When you copy the listing, reproduce each line as it appears and omit every image.

START EXERCISE MATERIALS

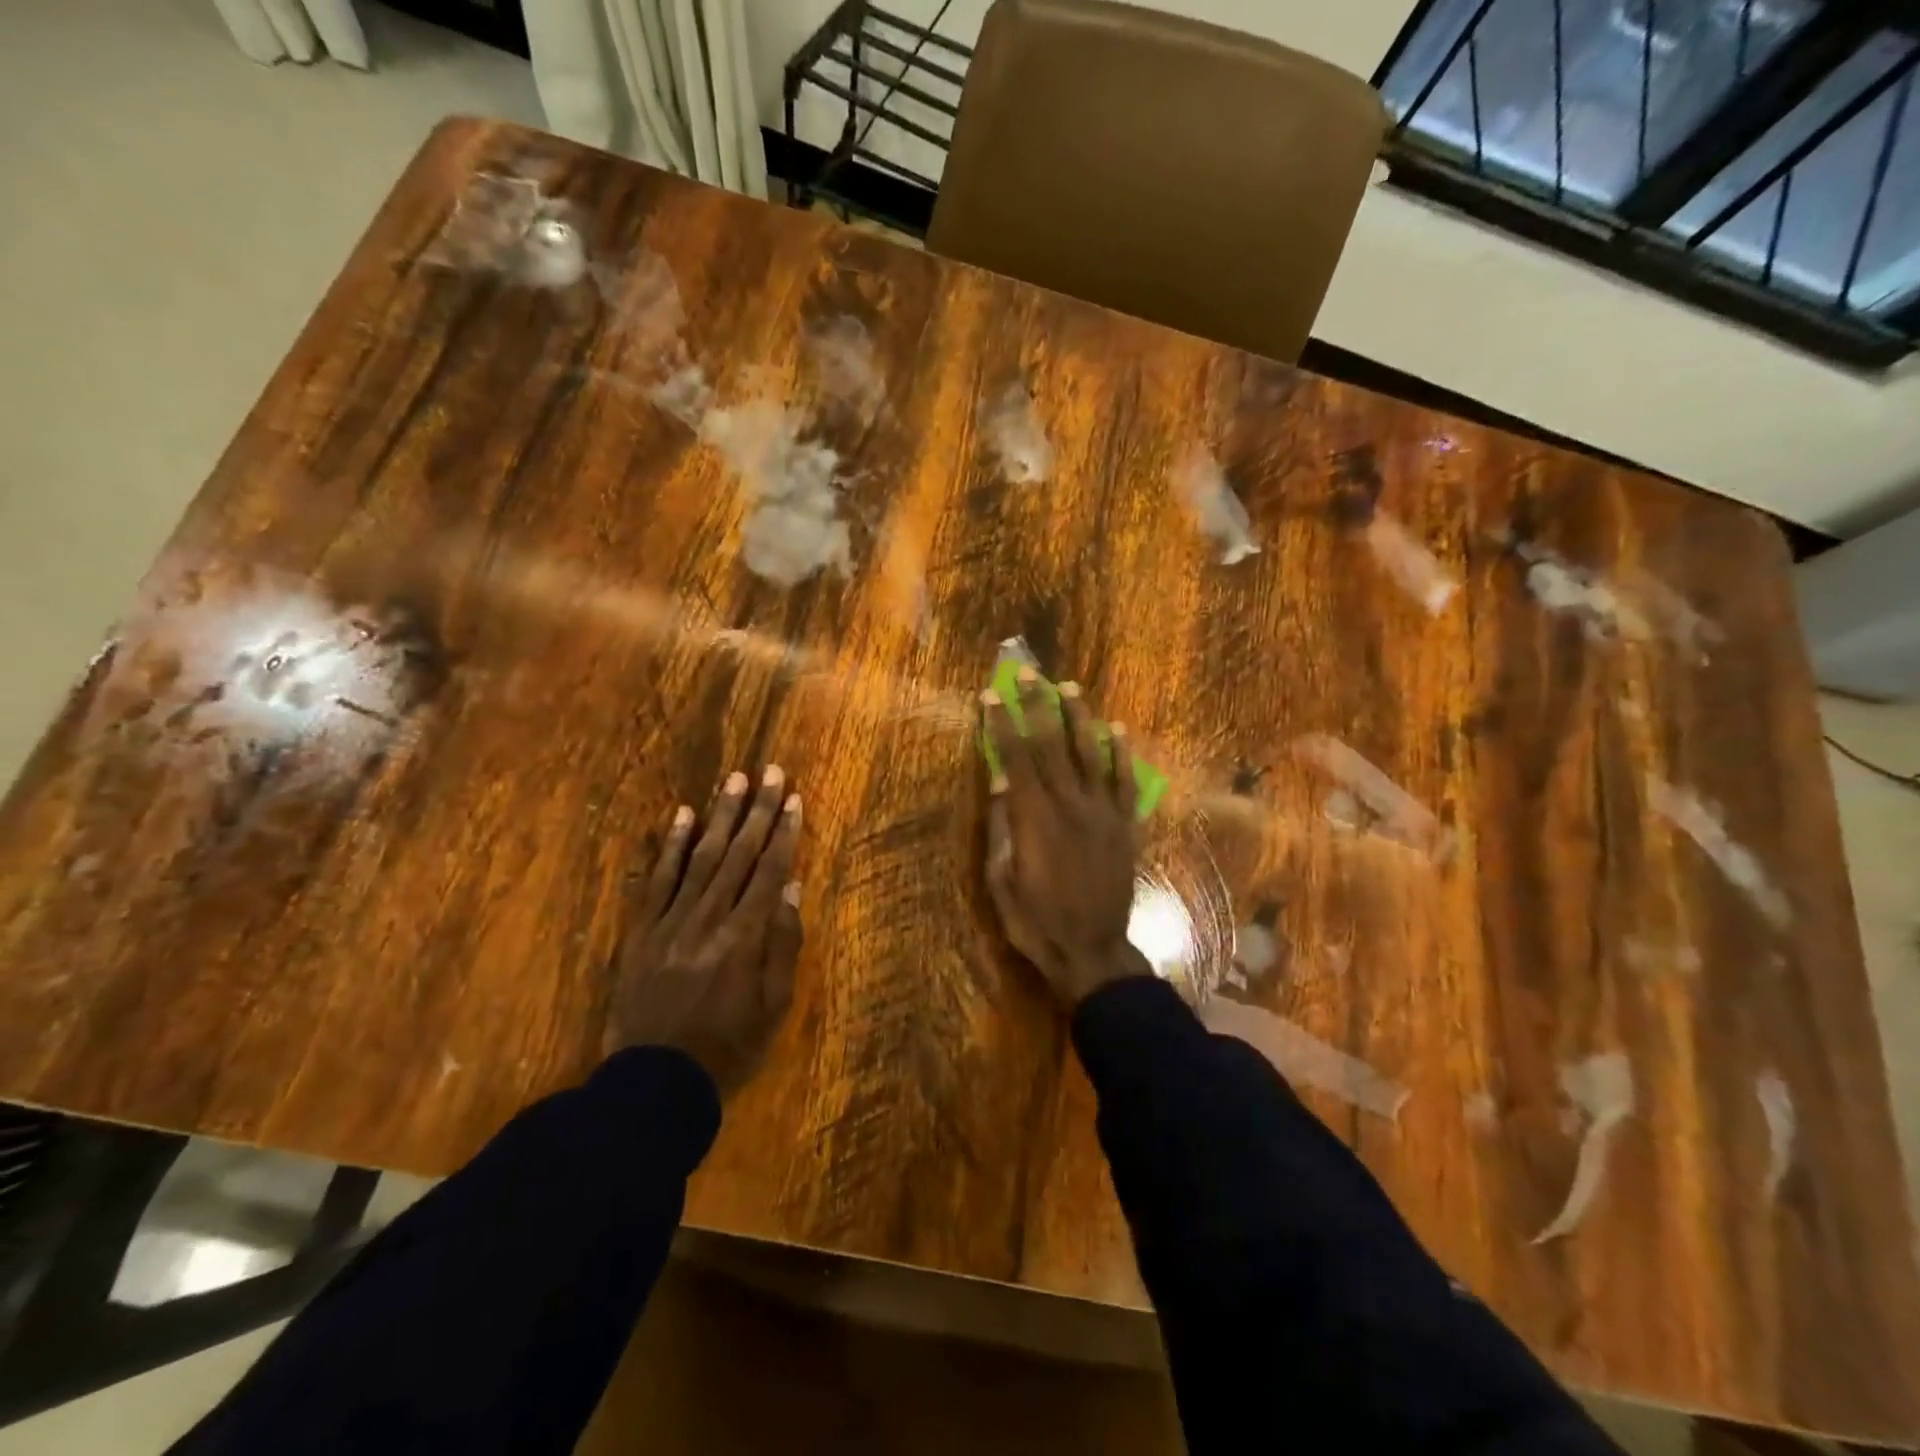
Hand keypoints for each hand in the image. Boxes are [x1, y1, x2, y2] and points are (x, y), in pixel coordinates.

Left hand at [605, 767, 802, 1095]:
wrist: (654, 1083)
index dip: (784, 833)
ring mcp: (671, 921)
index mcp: (744, 938)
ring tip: (733, 780)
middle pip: (738, 855)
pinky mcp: (642, 931)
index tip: (794, 798)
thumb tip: (791, 890)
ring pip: (700, 858)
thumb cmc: (727, 1047)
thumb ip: (783, 945)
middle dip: (756, 810)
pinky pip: (657, 880)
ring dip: (718, 816)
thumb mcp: (773, 1007)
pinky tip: (682, 816)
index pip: (769, 872)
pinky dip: (671, 846)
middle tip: (769, 771)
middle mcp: (709, 919)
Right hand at [981, 671, 1150, 1007]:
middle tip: (1029, 674)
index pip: (1015, 758)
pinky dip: (1121, 755)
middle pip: (1051, 745)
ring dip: (1079, 719)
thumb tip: (1000, 781)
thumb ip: (1003, 827)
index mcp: (1034, 818)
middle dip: (1038, 706)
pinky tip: (1117, 731)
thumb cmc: (1036, 920)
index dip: (1002, 725)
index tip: (992, 697)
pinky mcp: (1125, 826)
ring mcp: (1102, 813)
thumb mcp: (1003, 879)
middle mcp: (1070, 805)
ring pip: (1090, 754)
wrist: (1091, 950)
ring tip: (1071, 688)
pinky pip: (1124, 782)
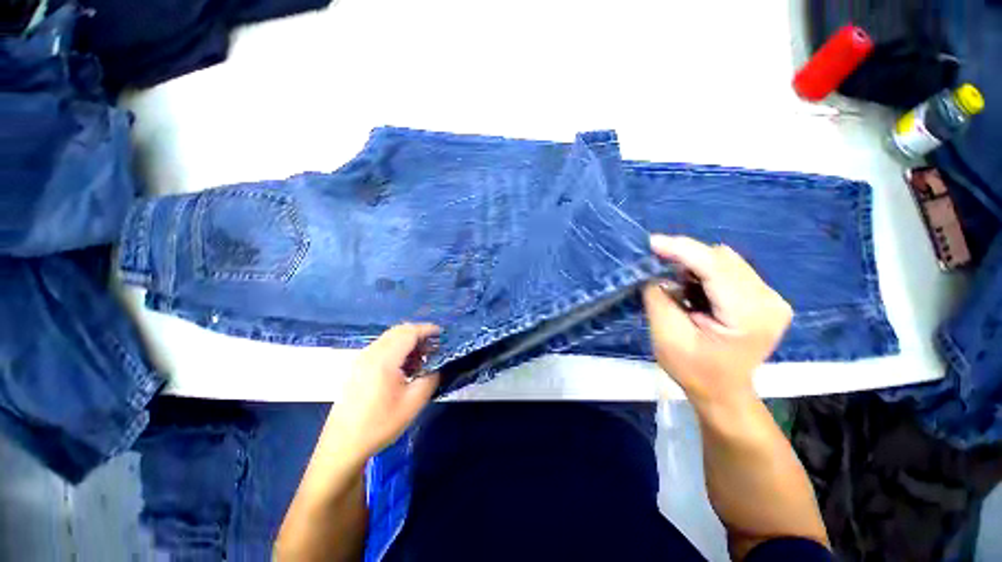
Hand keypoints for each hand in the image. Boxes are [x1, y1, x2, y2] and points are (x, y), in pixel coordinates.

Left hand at [325, 323, 440, 462]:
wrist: (343, 446)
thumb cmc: (380, 425)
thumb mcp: (414, 403)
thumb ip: (431, 378)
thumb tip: (438, 364)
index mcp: (384, 360)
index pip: (409, 332)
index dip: (427, 330)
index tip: (442, 335)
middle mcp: (370, 353)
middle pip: (398, 331)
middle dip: (418, 333)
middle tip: (434, 346)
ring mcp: (361, 359)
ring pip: (389, 338)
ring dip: (407, 341)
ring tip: (421, 357)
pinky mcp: (356, 367)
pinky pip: (380, 348)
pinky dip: (396, 348)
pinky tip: (403, 366)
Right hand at [642, 235, 791, 406]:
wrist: (723, 392)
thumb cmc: (693, 370)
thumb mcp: (667, 337)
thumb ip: (659, 299)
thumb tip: (655, 274)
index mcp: (749, 315)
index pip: (715, 267)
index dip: (682, 250)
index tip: (652, 242)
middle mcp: (769, 300)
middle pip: (723, 259)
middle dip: (686, 257)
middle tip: (658, 267)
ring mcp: (771, 298)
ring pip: (726, 261)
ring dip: (695, 265)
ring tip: (677, 285)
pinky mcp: (764, 298)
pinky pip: (730, 270)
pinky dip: (705, 272)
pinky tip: (693, 289)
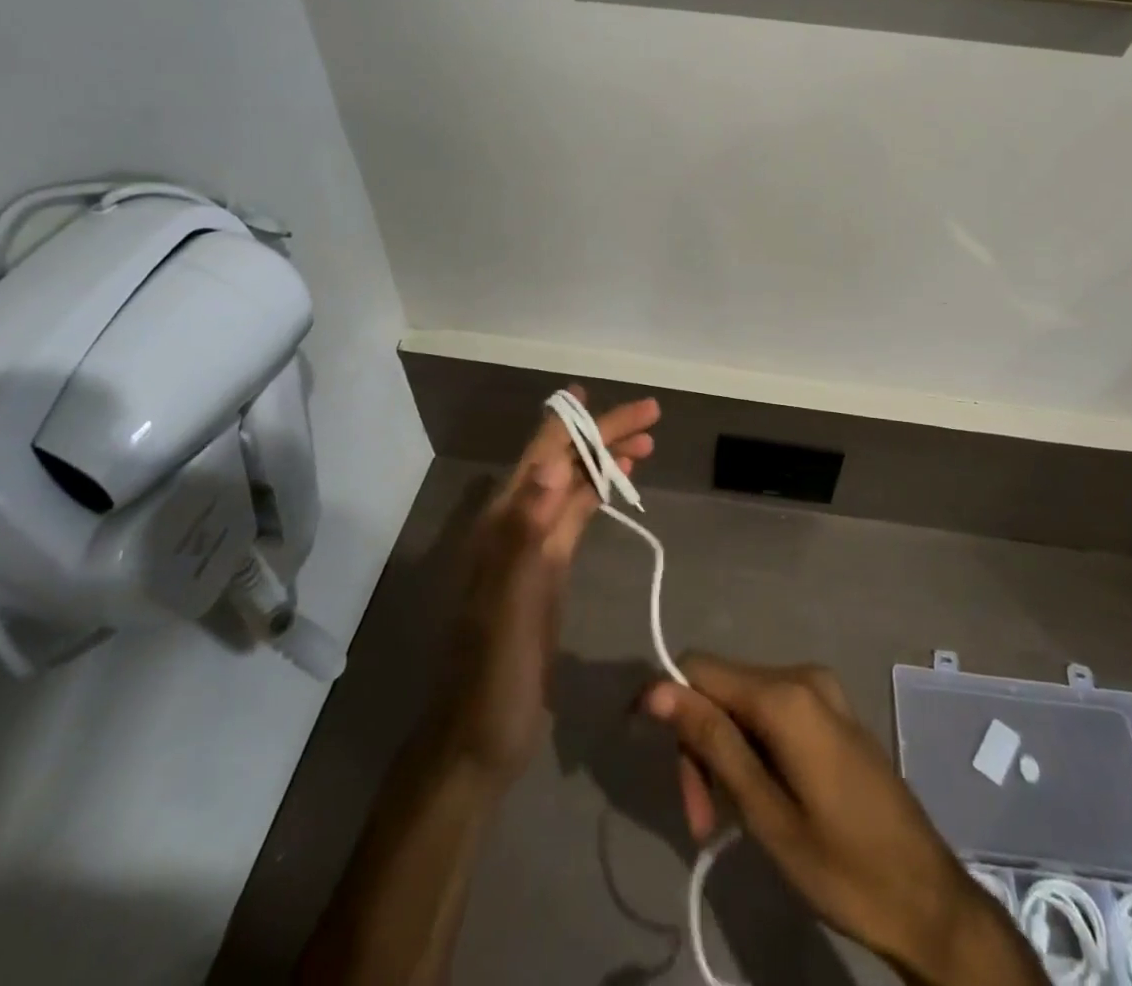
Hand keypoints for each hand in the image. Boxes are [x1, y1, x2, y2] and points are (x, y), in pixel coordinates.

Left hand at [433, 387, 659, 787]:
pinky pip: (577, 516)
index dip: (572, 421)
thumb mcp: (511, 604)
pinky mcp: (549, 570)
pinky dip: (599, 491)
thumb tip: (553, 465)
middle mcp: (517, 523)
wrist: (480, 737)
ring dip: (606, 459)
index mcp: (504, 522)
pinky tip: (620, 483)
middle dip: (603, 434)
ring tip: (648, 441)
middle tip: (651, 415)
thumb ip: (527, 533)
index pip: (543, 454)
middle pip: (563, 462)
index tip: (602, 394)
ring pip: (573, 485)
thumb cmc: (494, 673)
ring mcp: (533, 547)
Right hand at [642, 656, 1040, 985]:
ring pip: (743, 703)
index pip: (698, 669)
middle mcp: (802, 675)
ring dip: (723, 754)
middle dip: (700, 745)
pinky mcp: (831, 711)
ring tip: (723, 820)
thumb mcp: (766, 812)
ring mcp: (821, 691)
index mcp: (786, 694)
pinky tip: (757, 797)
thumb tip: (655, 689)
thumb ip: (712, 742)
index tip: (650, 757)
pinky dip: (751, 750)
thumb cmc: (844, 866)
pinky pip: (771, 713)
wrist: (928, 899)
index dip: (667, 704)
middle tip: (699, 820)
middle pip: (721, 689)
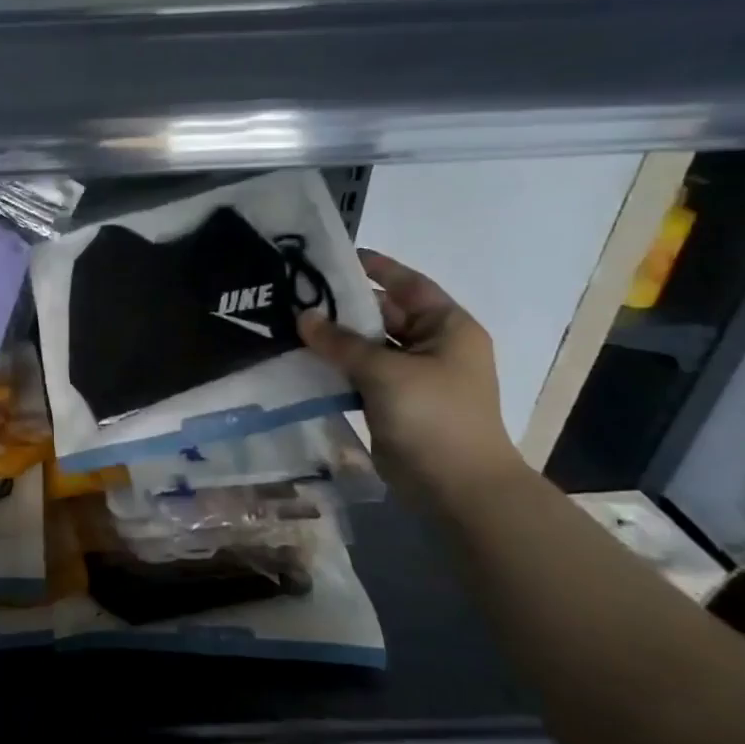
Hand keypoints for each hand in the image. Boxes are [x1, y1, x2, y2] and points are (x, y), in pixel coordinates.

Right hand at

END EXERCISE MATERIALS

▸ TASK ANSWER
Hand keypoints for each hand in the image. Boxes are [x1, y1, x2, y2] and points are (x, y), in pixel coordinates.

Left hand at [605, 767, 802, 1095]:
wrist: (654, 1083)
index dip: (784, 833)
ring mcp: (671, 921)
index mcp: (744, 938)
ring tip: (733, 780)
middle pip: (738, 855)
pinky mcp: (642, 931)
index tip: (794, 798)
thumb tip: (791, 890)
ring pip: (700, 858)
thumb cmc: (727, 1047)
thumb ip: (783, 945)
middle dip: (756, 810)
pinky pip: (657, 880)
ring dip: (718, 816)
thumb mcp: (773, 1007)
pinky tip: (682, 816)
index pip: (769, 872)
pinky dip: (671, 846)
middle tip: (769, 771)
middle mcp: (709, 919)
Right hand at [981, 671, 1150, 1007]:
middle tip: (1029, 674)
index pip: (1015, 758)
pinky dip: (1121, 755)
middle pip: (1051, 745)
ring dip: (1079, 719)
thumb tip: (1000, 781)
thumb ip: (1003, 827)
index mcp: (1034, 818)
middle dip: (1038, 706)
pinky tip: (1117, 731)
thumb cmc: (1036, 920)
index dip: (1002, 725)
index tip: (992, 697)
pinky mcp: (1125, 826)
ring mcp: (1102, 813)
thumb mcp: (1003, 879)
middle mcp: (1070, 805)
ring pip: (1090, 754)
wrist: (1091, 950)
ring tip: (1071, 688)
pinky pip: (1124, 782)
Hand keypoints for each hand in the image. Boxes are [x1, y1, x2, y2] and points are (x, y), in pixel coordinates.

Left hand at [325, 323, 440, 462]:
wrist: (343, 446)
thumb cmc: (380, 425)
thumb mcp: (414, 403)
thumb ip: (431, 378)
thumb tip: (438, 364)
index mcp: (384, 360)
index pip: (409, 332)
index dip: (427, 330)
index tip: (442, 335)
middle mcp: (370, 353)
middle pip: (398, 331)
middle dip: (418, 333)
middle tip: (434, 346)
ring mcp: (361, 359)
ring pip: (389, 338)
ring dip: (407, 341)
ring tip: (421, 357)
pinky mcp: (356, 367)
pinky pip: (380, 348)
pinky dip: (396, 348)
pinky tip: (403, 366)
Right hand at [642, 235, 791, 406]:
wrist: (723, 392)
thumb cmc: (693, 370)
thumb mcp: (667, 337)
thumb ip: (659, 299)
thumb tip: (655, 274)
index mcp: (749, 315)
index pip: (715, 267)
index dip: (682, 250)
index tip: (652, 242)
middle mcp: (769, 300)
middle pip: (723, 259)
middle dip: (686, 257)
middle tip: (658, 267)
ring mcp: (771, 298)
ring pip: (726, 261)
ring dip: (695, 265)
ring tip: (677, 285)
pinky mcp: (764, 298)
pinky pip: (730, 270)
pinky dip: (705, 272)
pinky tip: (693, 289)
Hand keypoints for each hand in the image. Boxes are [x1, y1, x2, y2] and points are (x, y), in pixel coordinates.

Left hand at [433, 387, 659, 787]:
pinky pip: (577, 516)
index dip: (572, 421)
thumb mcp: (511, 604)
pinky mcp: (549, 570)
pinky dip: (599, 491)
thumb tip: (553, 465)
middle mcp: (517, 523)
wrist: (480, 737)
ring dip: (606, 459)
index mcp: (504, 522)
pinky tip: (620, 483)
middle dip: (603, 434)
ring tip: (648, 441)
middle tip: (651, 415)
thumb ip: (527, 533)
index pip: (543, 454)
middle pip: (563, 462)
index tip: (602, 394)
ring pip: (573, 485)
thumb cmc: (494, 673)
ring mcp: (533, 547)
Right hand at [642, 656, 1040, 985]:
ring pip: (743, 703)
index pip: (698, 669)
middle mcp: (802, 675)
ring dip: (723, 754)
middle dip: (700, 745)
pinky mcp: (831, 711)
ring tip: (723, 820)
thumb mcp: (766, 812)
ring mcp: (821, 691)
index mcp: (786, 694)
pinky tip: (757, 797)
thumb tip: (655, 689)
thumb ip: (712, 742)
index tip: (650, 757)
pinky dip: (751, 750)
thumb cmc: (844, 866)
pinky pip: (771, 713)
wrist: (928, 899)
index dip: (667, 704)
middle tip: (699, 820)
middle pip: (721, 689)
Hand keypoints for each hand in the image. Boxes are [x1, y1, x2, y2] and points are (x, y), in pixel coordinates.

Right hand at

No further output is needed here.